**Work request**
Every single entry needs to appear again exactly as given.

(Saved data entries)
<<<<

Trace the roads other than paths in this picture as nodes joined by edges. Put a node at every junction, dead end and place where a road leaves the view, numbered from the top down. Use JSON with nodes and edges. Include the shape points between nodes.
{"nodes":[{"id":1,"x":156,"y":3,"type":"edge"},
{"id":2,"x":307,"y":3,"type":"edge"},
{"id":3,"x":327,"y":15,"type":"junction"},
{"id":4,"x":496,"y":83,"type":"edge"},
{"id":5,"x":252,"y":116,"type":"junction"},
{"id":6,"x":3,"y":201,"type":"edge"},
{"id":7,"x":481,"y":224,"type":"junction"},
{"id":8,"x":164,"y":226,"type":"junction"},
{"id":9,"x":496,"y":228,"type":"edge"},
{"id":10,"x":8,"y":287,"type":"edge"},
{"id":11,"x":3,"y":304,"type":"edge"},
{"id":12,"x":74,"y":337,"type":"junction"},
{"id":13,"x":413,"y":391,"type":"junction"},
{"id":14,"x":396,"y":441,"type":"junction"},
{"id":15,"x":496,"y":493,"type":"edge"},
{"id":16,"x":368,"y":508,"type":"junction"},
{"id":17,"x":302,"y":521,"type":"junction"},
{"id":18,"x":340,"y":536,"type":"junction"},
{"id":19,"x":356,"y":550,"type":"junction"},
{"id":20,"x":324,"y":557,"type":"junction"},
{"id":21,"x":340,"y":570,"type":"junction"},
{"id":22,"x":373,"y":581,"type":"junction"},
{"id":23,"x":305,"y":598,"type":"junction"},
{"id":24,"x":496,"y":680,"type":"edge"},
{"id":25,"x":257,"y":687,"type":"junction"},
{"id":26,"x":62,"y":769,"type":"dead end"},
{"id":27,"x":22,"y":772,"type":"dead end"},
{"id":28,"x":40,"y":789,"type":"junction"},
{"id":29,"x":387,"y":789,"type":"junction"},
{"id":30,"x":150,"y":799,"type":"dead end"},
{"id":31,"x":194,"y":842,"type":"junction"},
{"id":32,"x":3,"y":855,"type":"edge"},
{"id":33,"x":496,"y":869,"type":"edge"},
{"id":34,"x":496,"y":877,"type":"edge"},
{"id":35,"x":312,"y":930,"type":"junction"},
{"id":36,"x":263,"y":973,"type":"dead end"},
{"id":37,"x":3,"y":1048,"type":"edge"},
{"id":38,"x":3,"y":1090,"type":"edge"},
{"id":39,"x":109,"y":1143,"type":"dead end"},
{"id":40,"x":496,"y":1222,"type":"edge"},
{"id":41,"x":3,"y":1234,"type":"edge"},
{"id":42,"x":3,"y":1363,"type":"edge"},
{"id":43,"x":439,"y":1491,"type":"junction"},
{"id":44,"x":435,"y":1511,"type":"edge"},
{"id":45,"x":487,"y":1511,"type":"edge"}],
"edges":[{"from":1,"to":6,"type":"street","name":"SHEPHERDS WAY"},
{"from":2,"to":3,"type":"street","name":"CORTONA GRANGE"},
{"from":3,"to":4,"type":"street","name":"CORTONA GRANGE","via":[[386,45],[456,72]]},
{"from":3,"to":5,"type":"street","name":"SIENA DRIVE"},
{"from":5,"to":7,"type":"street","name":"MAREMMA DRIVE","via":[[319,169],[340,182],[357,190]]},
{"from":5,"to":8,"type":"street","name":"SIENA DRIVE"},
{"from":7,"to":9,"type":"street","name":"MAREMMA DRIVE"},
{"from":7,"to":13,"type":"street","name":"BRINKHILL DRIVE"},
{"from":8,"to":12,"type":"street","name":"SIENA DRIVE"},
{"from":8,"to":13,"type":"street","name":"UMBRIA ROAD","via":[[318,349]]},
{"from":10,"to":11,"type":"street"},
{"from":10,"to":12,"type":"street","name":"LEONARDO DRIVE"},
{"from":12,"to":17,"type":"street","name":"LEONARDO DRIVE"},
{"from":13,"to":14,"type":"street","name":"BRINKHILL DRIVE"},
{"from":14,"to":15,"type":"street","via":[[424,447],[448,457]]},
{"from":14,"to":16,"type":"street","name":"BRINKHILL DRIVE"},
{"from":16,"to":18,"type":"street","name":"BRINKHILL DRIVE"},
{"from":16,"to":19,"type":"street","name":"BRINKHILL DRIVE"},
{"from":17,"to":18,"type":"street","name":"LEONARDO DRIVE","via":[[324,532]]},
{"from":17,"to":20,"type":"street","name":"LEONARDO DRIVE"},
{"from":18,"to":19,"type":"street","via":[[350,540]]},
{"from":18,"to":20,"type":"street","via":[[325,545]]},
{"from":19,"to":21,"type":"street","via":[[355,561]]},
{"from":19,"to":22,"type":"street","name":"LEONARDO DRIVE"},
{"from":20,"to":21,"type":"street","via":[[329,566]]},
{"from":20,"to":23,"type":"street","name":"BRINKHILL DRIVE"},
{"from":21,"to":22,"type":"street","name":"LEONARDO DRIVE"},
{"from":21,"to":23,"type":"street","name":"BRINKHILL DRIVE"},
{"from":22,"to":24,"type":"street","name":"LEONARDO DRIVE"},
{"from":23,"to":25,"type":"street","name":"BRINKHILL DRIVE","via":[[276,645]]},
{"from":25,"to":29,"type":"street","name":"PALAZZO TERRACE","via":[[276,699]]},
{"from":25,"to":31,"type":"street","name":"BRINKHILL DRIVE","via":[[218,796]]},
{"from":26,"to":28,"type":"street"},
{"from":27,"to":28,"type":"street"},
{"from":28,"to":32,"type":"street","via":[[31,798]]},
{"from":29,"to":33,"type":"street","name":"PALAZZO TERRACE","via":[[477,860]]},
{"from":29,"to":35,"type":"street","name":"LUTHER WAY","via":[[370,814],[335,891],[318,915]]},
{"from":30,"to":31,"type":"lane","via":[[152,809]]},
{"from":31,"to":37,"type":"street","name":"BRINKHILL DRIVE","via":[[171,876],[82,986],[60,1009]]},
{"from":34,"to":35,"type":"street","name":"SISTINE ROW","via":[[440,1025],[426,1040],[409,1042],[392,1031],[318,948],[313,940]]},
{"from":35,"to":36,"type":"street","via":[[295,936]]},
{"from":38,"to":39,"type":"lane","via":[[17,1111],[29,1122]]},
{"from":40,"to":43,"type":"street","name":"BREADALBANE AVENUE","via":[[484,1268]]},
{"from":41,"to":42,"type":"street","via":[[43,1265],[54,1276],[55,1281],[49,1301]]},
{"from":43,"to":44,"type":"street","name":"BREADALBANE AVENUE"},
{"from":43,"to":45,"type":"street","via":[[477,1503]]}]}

>>>>

**Response to this exercise**
Trace the roads other than paths in this picture as nodes joined by edges. Put a node at every junction, dead end and place where a road leaves the view, numbered from the top down. Use JSON with nodes and edges. Include the shape points between nodes.
{"nodes":[{"id":1,"x":156,"y":3,"type":"edge"},
{"id":2,"x":307,"y":3,"type":"edge"},
{"id":3,"x":327,"y":15,"type":"junction"},
{"id":4,"x":496,"y":83,"type":"edge"},
{"id":5,"x":252,"y":116,"type":"junction"},
{"id":6,"x":3,"y":201,"type":"edge"},
{"id":7,"x":481,"y":224,"type":"junction"},
{"id":8,"x":164,"y":226,"type":"junction"},
{"id":9,"x":496,"y":228,"type":"edge"},
{"id":10,"x":8,"y":287,"type":"edge"},
{"id":11,"x":3,"y":304,"type":"edge"},
{"id":12,"x":74,"y":337,"type":"junction"},
{"id":13,"x":413,"y":391,"type":"junction"},
{"id":14,"x":396,"y":441,"type":"junction"},
{"id":15,"x":496,"y":493,"type":"edge"},
{"id":16,"x":368,"y":508,"type":"junction"},
{"id":17,"x":302,"y":521,"type":"junction"},
{"id":18,"x":340,"y":536,"type":"junction"},
{"id":19,"x":356,"y":550,"type":"junction"},
{"id":20,"x":324,"y":557,"type":"junction"},
{"id":21,"x":340,"y":570,"type":"junction"},
{"id":22,"x":373,"y":581,"type":"junction"},
{"id":23,"x":305,"y":598,"type":"junction"},
{"id":24,"x":496,"y":680,"type":"edge"},
{"id":25,"x":257,"y":687,"type":"junction"},
{"id":26,"x":62,"y":769,"type":"dead end"},
{"id":27,"x":22,"y":772,"type":"dead end"},
{"id":28,"x":40,"y":789,"type":"junction"},
{"id":29,"x":387,"y":789,"type":"junction"},
{"id":30,"x":150,"y":799,"type":"dead end"},
{"id":31,"x":194,"y":842,"type":"junction"},
{"id":32,"x":3,"y":855,"type":"edge"},
{"id":33,"x":496,"y":869,"type":"edge"},
{"id":34,"x":496,"y":877,"type":"edge"},
{"id":35,"x":312,"y":930,"type":"junction"},
{"id":36,"x":263,"y":973,"type":"dead end"},
{"id":37,"x":3,"y":1048,"type":"edge"},
{"id":38,"x":3,"y":1090,"type":"edge"},
{"id":39,"x":109,"y":1143,"type":"dead end"},
{"id":40,"x":496,"y":1222,"type":"edge"},
{"id":41,"x":3,"y":1234,"type":"edge"},
{"id":42,"x":3,"y":1363,"type":"edge"},
{"id":43,"x":439,"y":1491,"type":"junction"},
{"id":44,"x":435,"y":1511,"type":"edge"},
{"id":45,"x":487,"y":1511,"type":"edge"}],
"edges":[{"from":1,"to":6,"type":"street","name":"SHEPHERDS WAY"},
{"from":2,"to":3,"type":"street","name":"CORTONA GRANGE"},
{"from":3,"to":4,"type":"street","name":"CORTONA GRANGE","via":[[386,45],[456,72]]},
{"from":3,"to":5,"type":"street","name":"SIENA DRIVE"},
{"from":5,"to":7,"type":"street","name":"MAREMMA DRIVE","via":[[319,169],[340,182],[357,190]]},
{"from":5,"to":8,"type":"street","name":"SIENA DRIVE"},
{"from":7,"to":9,"type":"street","name":"MAREMMA DRIVE"},
{"from":7,"to":13,"type":"street","name":"BRINKHILL DRIVE"},
{"from":8,"to":12,"type":"street","name":"SIENA DRIVE"},
{"from":8,"to":13,"type":"street","name":"UMBRIA ROAD","via":[[318,349]]},
{"from":10,"to":11,"type":"street"},
{"from":10,"to":12,"type":"street","name":"LEONARDO DRIVE"},
{"from":12,"to":17,"type":"street","name":"LEONARDO DRIVE"},
{"from":13,"to":14,"type":"street","name":"BRINKHILL DRIVE"},
{"from":14,"to":15,"type":"street","via":[[424,447],[448,457]]},
{"from":14,"to":16,"type":"street","name":"BRINKHILL DRIVE"},
{"from":16,"to":18,"type":"street","name":"BRINKHILL DRIVE"},
{"from":16,"to":19,"type":"street","name":"BRINKHILL DRIVE"},
{"from":17,"to":18,"type":"street","name":"LEONARDO DRIVE","via":[[324,532]]},
{"from":17,"to":20,"type":"street","name":"LEONARDO DRIVE"},
{"from":18,"to":19,"type":"street","via":[[350,540]]},
{"from":18,"to":20,"type":"street","via":[[325,545]]},
{"from":19,"to":21,"type":"street","via":[[355,561]]},
{"from":19,"to":22,"type":"street","name":"LEONARDO DRIVE"},
{"from":20,"to":21,"type":"street","via":[[329,566]]},
{"from":20,"to":23,"type":"street","name":"BRINKHILL DRIVE"},
{"from":21,"to":22,"type":"street","name":"LEONARDO DRIVE"},
{"from":21,"to":23,"type":"street","name":"BRINKHILL DRIVE"},
{"from":22,"to":24,"type":"street","name":"LEONARDO DRIVE"},
{"from":23,"to":25,"type":"street","name":"BRINKHILL DRIVE","via":[[276,645]]},
{"from":25,"to":29,"type":"street","name":"PALAZZO TERRACE","via":[[276,699]]},
{"from":25,"to":31,"type":"street","name":"BRINKHILL DRIVE","via":[[218,796]]},
{"from":26,"to":28,"type":"street"},
{"from":27,"to":28,"type":"street"},
{"from":28,"to":32,"type":"street","via":[[31,798]]},
{"from":29,"to":33,"type":"street","name":"PALAZZO TERRACE","via":[[477,860]]},
{"from":29,"to":35,"type":"street","name":"LUTHER WAY","via":[[370,814],[335,891],[318,915]]},
{"from":30,"to":31,"type":"lane","via":[[152,809]]},
{"from":31,"to":37,"type":"street","name":"BRINKHILL DRIVE","via":[[171,876],[82,986],[60,1009]]},
{"from":34,"to":35,"type":"street","name":"SISTINE ROW","via":[[440,1025],[426,1040],[409,1042],[392,1031],[318,948],[313,940]]},
{"from":35,"to":36,"type":"street","via":[[295,936]]},
{"from":38,"to":39,"type":"lane","via":[[17,1111],[29,1122]]},
{"from":40,"to":43,"type":"street","name":"BREADALBANE AVENUE","via":[[484,1268]]},
{"from":41,"to":42,"type":"street","via":[[43,1265],[54,1276],[55,1281],[49,1301]]},
{"from":43,"to":44,"type":"street","name":"BREADALBANE AVENUE"},
{"from":43,"to":45,"type":"street","via":[[477,1503]]}]}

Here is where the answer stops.